Figure 1. FISH-PNA telomere signals (green) on different stages of sperm maturation (genetic material stained in blue): (A) spermatogonium; (B) primary spermatocyte; (C) sperm cell [in collaboration with CIMAB (Centro de Infertilidad Masculina y Análisis de Barcelona, Spain)].


Telomeres are nucleoprotein complexes located at both ends of linear chromosomes. In the case of vertebrates, there are hundreds of tandem repeats of the sequence TTAGGG. Together with their protein complex, telomeres play a very important role in the stability and replication of chromosomes, preventing their breakage and regulating recombination between homologs (1, 2). Telomere length (TL) is determined by various loci located on several autosomes and on the X chromosome. In addition, factors such as age, gender and free radical levels have an effect on TL, as well as specifically the age of the father at the time of conception of the offspring (3). Meyerson et al estimated that the mean TL varies between 5 and 10 kb in somatic cells, and between 10 and 20 kb in germ cells, depending on the species and cell type studied (4). However, in somatic cells telomeres suffer from shortening in each round of replication; this is due to the inability of the DNA polymerase, the enzyme in charge of synthesising DNA, to elongate the 5’ end (known as “End Replication Problem”) (5). By contrast, germ cells count on an active enzyme able to solve this problem: the telomerase. Nevertheless, this enzyme is only active in specific cell lines, stem cells and immortal cancer cells.


Telomeres play a main role in the organization of chromosomes inside the nucleus of sperm cells, since they take up specific non-random positions (6, 7) (Fig. 2). Although different models have been proposed to explain chromosome organization inside the sperm nucleus, it is well accepted the idea that every chromosome has a particular position, known as chromosome territory (Fig. 2) (7). Some authors have described a dynamic length during spermatogenesis: telomeres shorten during the early stages of sperm differentiation, whereas by the end of the process they elongate again, even exceeding their starting length (8).

It is also known the importance of telomeres in chromosome recognition during cell division. They regulate recombination of homologous chromosomes and seem to be the first structure from the paternal nuclear genome to respond to signals after fertilization, leading to pronucleus formation (1, 2).

Figure 2. Schematic representation of the proposed models of chromatin organization within sperm nuclei (7).


Telomeres have been targeted as potential candidates to explain some cases of infertility, since they are one of the epigenetic regulatory mechanisms required for proper embryogenesis (9). Due to the fact that telomeres are directly involved in chromosome recognition during cell division, modifications in the structure and length of telomeres may be related to abnormal chromosomal dotation (10). Shorter telomeres in spermatozoa may be a leading cause of aneuploidy (11), being this related to recurrent pregnancy loss. The proper organization and length of telomeres contribute to an accurate cell division, thus generating sperm cells with the right chromosome complement.
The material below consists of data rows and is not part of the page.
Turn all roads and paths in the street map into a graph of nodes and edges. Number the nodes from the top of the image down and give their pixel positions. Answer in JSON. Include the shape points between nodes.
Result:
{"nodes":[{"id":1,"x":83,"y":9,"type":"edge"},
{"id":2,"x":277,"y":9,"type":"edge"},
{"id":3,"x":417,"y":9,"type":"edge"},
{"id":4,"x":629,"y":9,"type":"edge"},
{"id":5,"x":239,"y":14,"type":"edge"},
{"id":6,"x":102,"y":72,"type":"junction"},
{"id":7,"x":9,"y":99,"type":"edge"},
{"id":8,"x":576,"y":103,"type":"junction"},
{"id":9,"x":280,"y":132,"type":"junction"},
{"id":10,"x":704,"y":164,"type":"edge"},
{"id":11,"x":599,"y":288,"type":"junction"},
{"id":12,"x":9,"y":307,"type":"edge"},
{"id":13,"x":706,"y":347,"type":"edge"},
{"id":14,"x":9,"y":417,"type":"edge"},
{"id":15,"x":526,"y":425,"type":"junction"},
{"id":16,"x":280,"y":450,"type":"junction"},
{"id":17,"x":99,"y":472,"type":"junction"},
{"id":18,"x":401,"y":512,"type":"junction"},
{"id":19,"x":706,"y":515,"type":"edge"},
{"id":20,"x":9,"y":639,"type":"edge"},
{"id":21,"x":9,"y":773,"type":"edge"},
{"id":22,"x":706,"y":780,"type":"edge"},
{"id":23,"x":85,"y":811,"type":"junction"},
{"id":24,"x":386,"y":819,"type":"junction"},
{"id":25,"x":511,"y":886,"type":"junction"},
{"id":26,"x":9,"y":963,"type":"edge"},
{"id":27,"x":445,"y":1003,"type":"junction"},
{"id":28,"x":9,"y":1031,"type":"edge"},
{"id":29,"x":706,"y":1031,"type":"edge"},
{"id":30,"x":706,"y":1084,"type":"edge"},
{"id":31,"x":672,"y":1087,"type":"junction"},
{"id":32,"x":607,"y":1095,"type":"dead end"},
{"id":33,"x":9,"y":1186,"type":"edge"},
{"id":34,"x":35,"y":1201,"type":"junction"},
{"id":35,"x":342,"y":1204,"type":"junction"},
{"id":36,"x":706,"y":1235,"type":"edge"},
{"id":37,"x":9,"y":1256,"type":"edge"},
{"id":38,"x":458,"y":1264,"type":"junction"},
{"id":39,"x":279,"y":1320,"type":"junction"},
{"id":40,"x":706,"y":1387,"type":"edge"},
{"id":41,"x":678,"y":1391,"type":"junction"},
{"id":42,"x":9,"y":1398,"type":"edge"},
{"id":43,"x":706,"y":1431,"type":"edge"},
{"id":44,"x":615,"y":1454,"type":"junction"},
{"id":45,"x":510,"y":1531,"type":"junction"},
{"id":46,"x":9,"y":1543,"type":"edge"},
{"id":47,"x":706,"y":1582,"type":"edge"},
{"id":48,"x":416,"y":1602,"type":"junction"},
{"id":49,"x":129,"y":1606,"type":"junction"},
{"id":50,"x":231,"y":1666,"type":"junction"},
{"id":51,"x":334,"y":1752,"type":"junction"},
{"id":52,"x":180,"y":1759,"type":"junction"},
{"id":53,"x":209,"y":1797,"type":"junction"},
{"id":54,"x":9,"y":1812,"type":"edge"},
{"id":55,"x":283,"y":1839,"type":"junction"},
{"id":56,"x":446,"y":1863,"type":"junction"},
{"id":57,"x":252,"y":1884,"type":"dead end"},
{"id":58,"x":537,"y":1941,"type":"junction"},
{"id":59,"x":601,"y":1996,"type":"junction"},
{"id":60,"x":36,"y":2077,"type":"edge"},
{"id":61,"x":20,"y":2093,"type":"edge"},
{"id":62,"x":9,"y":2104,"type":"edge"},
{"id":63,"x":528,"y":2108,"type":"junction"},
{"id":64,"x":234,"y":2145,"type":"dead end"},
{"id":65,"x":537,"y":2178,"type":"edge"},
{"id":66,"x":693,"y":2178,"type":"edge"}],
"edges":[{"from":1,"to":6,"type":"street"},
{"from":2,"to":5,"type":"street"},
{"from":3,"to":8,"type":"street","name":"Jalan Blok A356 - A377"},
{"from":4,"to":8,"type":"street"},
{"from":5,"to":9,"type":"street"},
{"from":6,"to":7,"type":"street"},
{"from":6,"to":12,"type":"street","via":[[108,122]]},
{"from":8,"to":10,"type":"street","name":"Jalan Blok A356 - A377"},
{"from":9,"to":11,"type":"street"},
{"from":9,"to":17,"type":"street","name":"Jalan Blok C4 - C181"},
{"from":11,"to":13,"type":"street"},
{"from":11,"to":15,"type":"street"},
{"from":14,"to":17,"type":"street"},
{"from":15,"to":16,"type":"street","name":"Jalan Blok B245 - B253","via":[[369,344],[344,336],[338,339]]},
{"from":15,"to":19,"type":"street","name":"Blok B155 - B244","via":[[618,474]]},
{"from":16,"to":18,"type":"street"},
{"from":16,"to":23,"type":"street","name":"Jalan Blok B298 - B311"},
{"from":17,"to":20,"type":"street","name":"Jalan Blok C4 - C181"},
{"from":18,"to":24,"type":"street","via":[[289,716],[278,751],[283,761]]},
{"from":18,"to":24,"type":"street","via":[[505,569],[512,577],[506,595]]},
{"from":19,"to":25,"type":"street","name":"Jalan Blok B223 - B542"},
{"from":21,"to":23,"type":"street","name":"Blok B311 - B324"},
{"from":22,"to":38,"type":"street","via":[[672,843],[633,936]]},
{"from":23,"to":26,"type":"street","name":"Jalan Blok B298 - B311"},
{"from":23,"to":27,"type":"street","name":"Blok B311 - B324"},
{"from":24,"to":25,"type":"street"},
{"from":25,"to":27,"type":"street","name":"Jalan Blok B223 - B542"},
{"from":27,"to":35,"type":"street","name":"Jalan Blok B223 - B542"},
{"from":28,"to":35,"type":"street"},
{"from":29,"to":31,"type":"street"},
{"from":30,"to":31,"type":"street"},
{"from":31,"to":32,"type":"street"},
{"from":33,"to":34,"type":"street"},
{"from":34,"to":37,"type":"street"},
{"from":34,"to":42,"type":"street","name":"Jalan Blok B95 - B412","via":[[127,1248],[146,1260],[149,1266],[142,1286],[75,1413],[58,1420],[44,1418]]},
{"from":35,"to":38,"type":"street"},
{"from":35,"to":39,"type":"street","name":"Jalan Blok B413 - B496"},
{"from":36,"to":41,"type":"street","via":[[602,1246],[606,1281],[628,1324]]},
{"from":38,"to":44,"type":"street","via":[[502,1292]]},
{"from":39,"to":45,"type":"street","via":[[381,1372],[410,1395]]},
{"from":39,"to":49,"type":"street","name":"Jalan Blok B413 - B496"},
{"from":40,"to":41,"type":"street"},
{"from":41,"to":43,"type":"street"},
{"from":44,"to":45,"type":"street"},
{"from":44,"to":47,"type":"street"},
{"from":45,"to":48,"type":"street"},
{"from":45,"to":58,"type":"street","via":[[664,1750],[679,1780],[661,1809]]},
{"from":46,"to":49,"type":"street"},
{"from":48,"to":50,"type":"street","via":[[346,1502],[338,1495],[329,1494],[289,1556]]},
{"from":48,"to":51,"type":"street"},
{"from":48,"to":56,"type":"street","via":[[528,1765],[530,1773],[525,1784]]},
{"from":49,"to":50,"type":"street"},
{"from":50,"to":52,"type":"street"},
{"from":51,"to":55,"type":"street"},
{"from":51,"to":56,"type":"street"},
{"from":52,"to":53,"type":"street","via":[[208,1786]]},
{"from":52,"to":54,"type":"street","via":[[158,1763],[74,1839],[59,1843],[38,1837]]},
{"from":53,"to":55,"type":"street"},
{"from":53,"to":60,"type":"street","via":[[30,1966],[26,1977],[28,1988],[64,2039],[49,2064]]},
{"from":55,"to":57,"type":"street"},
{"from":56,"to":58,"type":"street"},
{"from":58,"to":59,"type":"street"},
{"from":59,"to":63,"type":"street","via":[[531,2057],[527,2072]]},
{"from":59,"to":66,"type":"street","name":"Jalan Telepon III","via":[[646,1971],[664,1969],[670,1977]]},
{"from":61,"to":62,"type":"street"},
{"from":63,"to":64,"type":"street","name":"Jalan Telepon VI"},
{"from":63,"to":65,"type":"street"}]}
Regarding their arrangement inside the nucleus, chromosome territories are thought to be organized in such a way that they allow for the actual interaction between genes from different chromosomes. Given the importance of such interactions, chromosome organization has been proposed to have potential functional implications in male fertility.
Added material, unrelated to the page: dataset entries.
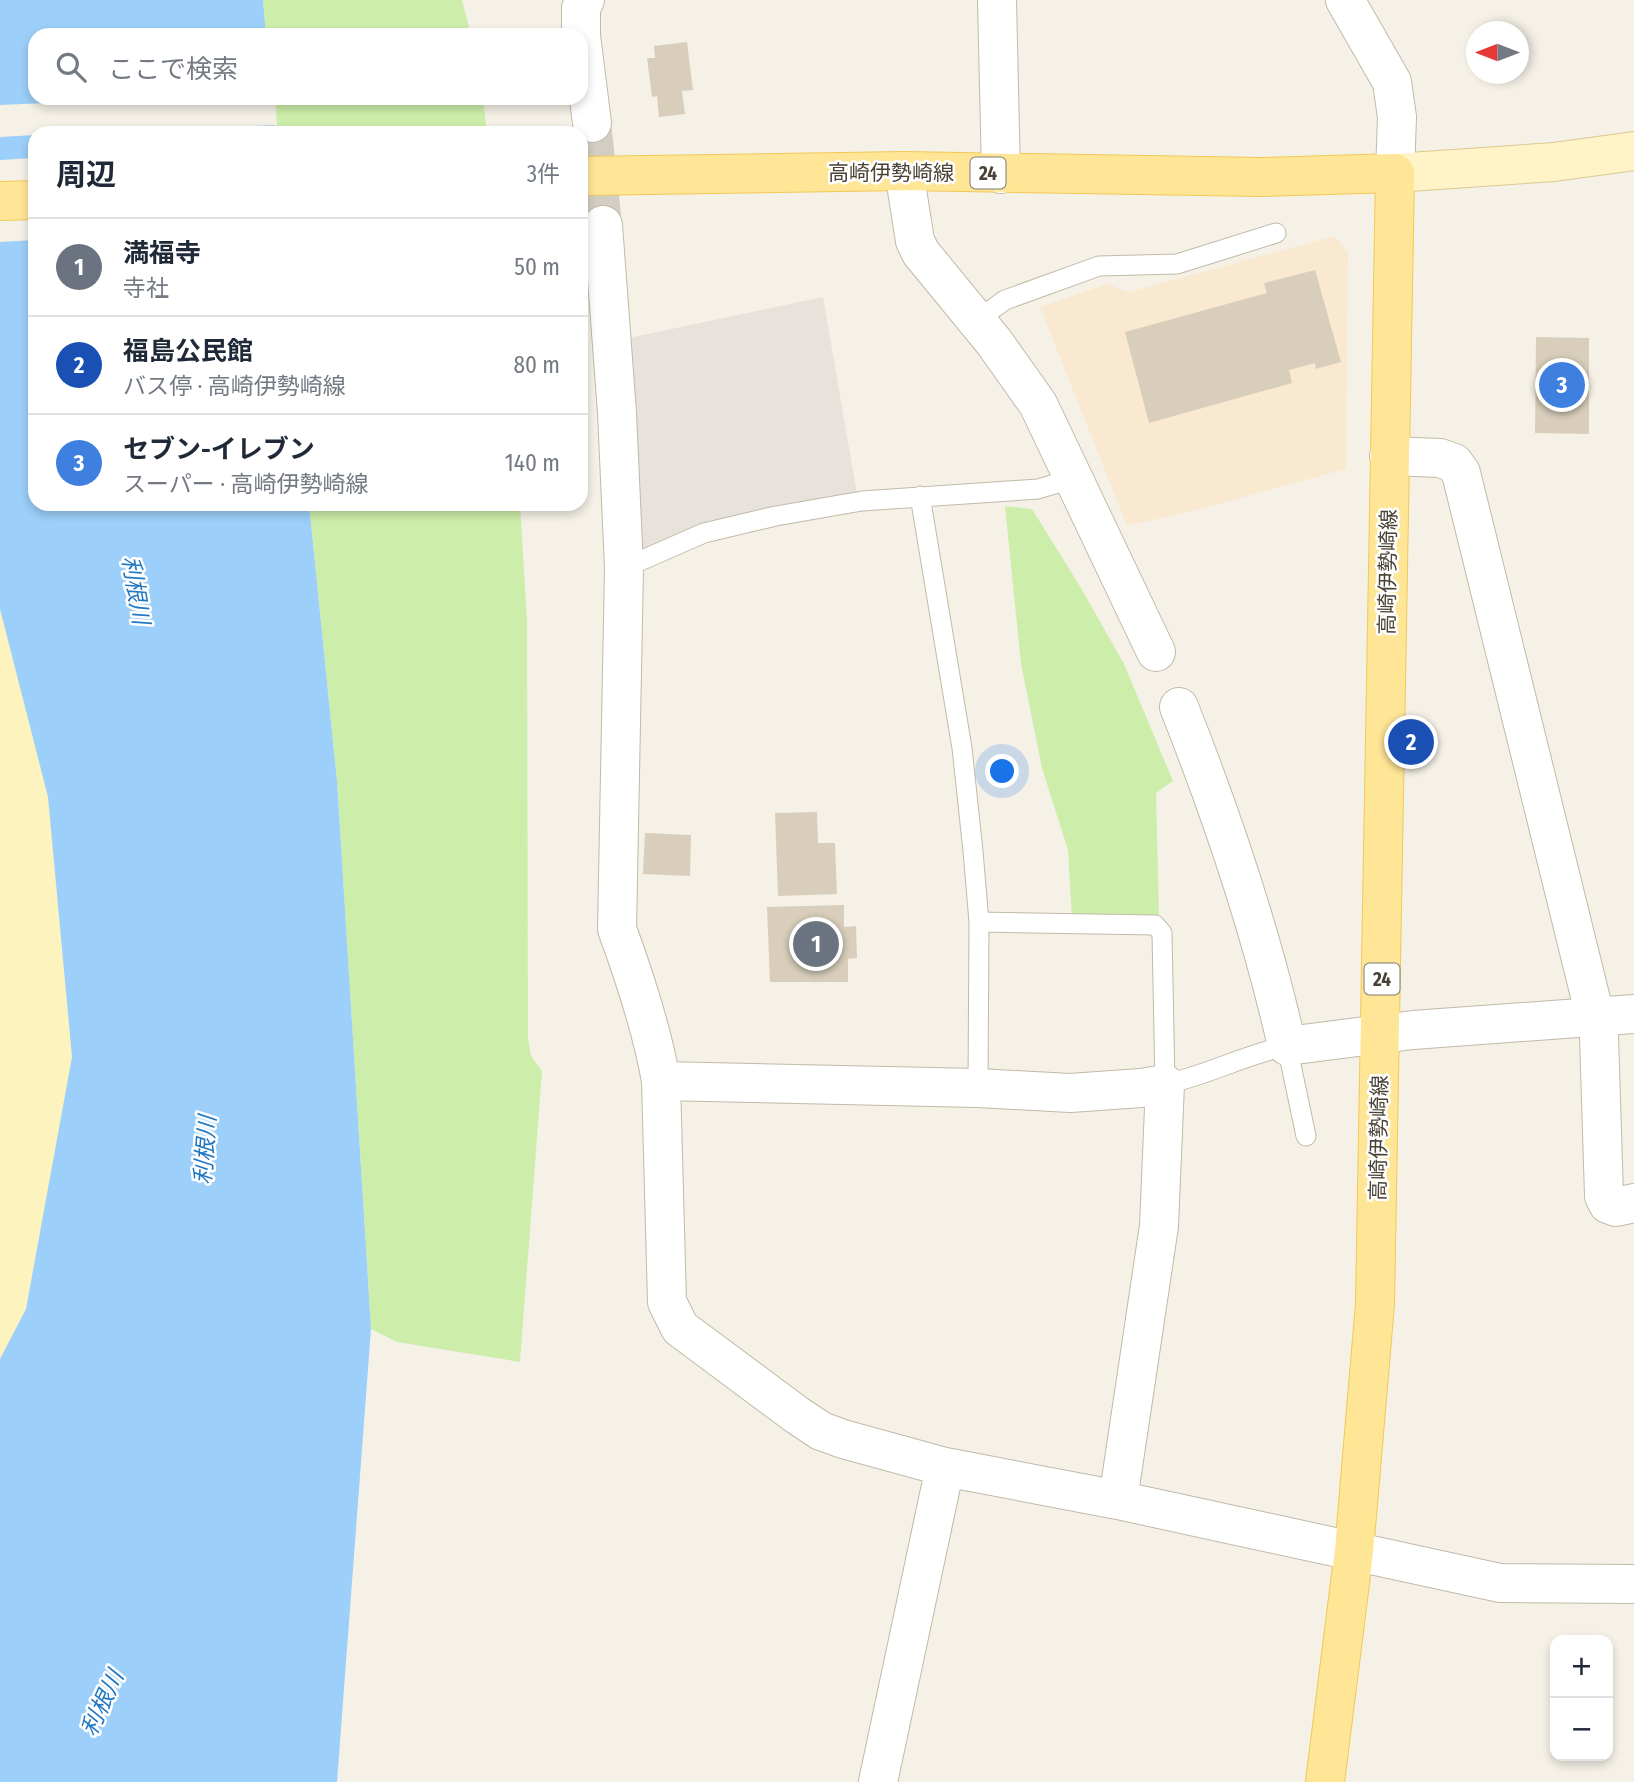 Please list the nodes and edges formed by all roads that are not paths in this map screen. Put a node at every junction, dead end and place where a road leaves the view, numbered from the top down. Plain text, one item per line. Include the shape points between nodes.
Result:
1 (586, 0) edge
2 (997, 0) edge
3 (1345, 0) edge
4 (581, 28) edge
5 (588, 91) edge
6 (592, 123) tunnel mouth
7 (1634, 151) edge
8 (904, 171) junction
9 (1395, 173) junction
10 (1001, 174) junction
11 (588, 176) edge
12 (28, 200) edge
13 (0, 201) edge
14 (603, 225) tunnel mouth
15 (1276, 233) dead end
16 (976, 321) junction
17 (1389, 456) junction
18 (1075, 478) junction
19 (920, 496) junction
20 (624, 568) junction
21 (1156, 652) dead end
22 (1179, 707) dead end
23 (979, 922) junction
24 (1634, 1014) edge
25 (1595, 1016) junction
26 (1381, 1033) junction
27 (1287, 1046) junction
28 (661, 1081) junction
29 (1165, 1084) junction
30 (978, 1088) junction
31 (1306, 1136) dead end
32 (1634, 1203) edge
33 (946, 1467) junction
34 (1118, 1500) junction
35 (1354, 1552) junction
36 (1634, 1584) edge
37 (878, 1782) edge
38 (1325, 1782) edge

1 - 4 street via 581,8
2 - 10 street
3 - 9 street via 1392,82 1397,117
5 - 6 street
7 - 9 street via 1554,162
8 - 10 main road, 高崎伊勢崎線 / 24
8 - 11 main road, 高崎伊勢崎線 / 24
8 - 16 street via 915,241
9 - 10 main road, 高崎伊勢崎線 / 24 via 1262,177
9 - 17 main road, 高崎伊勢崎線 / 24
12 - 13 main road
14 - 20 street
15 - 16 lane via 1177,264 1100,266 1005,300
16 - 18 street via 1038,404
17 - 25 street via 1440,458 1454,463 1461,473
17 - 26 main road, 高崎伊勢崎線 / 24
18 - 19 lane via 1038,489
18 - 21 street
19 - 20 lane via 850,503 704,533
19 - 23 lane via 962,748
20 - 28 street via 617,929
22 - 27 street via 1231,843
23 - 29 lane via 1155,925 1163,933
23 - 30 lane
24 - 25 street
25 - 26 street
25 - 32 street via 1604,1196 1616,1207
26 - 27 street
26 - 35 main road, 高崎伊勢崎線 / 24 via 1375,1304
27 - 29 lane
27 - 31 lane
28 - 30 street
28 - 33 street via 667,1302 680,1328 821,1431
29 - 30 street via 1070,1093
29 - 34 street via 1159,1226
33 - 34 street
33 - 37 street
34 - 35 street
35 - 36 street via 1500,1583
35 - 38 main road, 高崎伊勢崎線 / 24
Alterations in TL have been previously studied, suggesting a link between telomere shortening and errors during programmed cell death (apoptosis), sperm maturation and reduction in fertility (12, 13, 14). Also, DNA damage has been associated with disruption of the normal telomere–telomere interactions, leading to possible loss of the typical loop configuration of telomeres found in chromosomes. This would imply abnormalities in sperm chromosome deposition, activation and processing by the oocyte at the time of fertilization (15).

Several studies in mice have suggested the existence of a protective mechanism that would degrade spermatocytes with reduced telomere length to prevent their maturation. Should this checkpoint fail, defective spermatocytes with shortened telomeres would be able to progress through meiosis (the typical division of gamete precursors) (16, 17), thus resulting in potentially abnormal (non-functional) sperm cells.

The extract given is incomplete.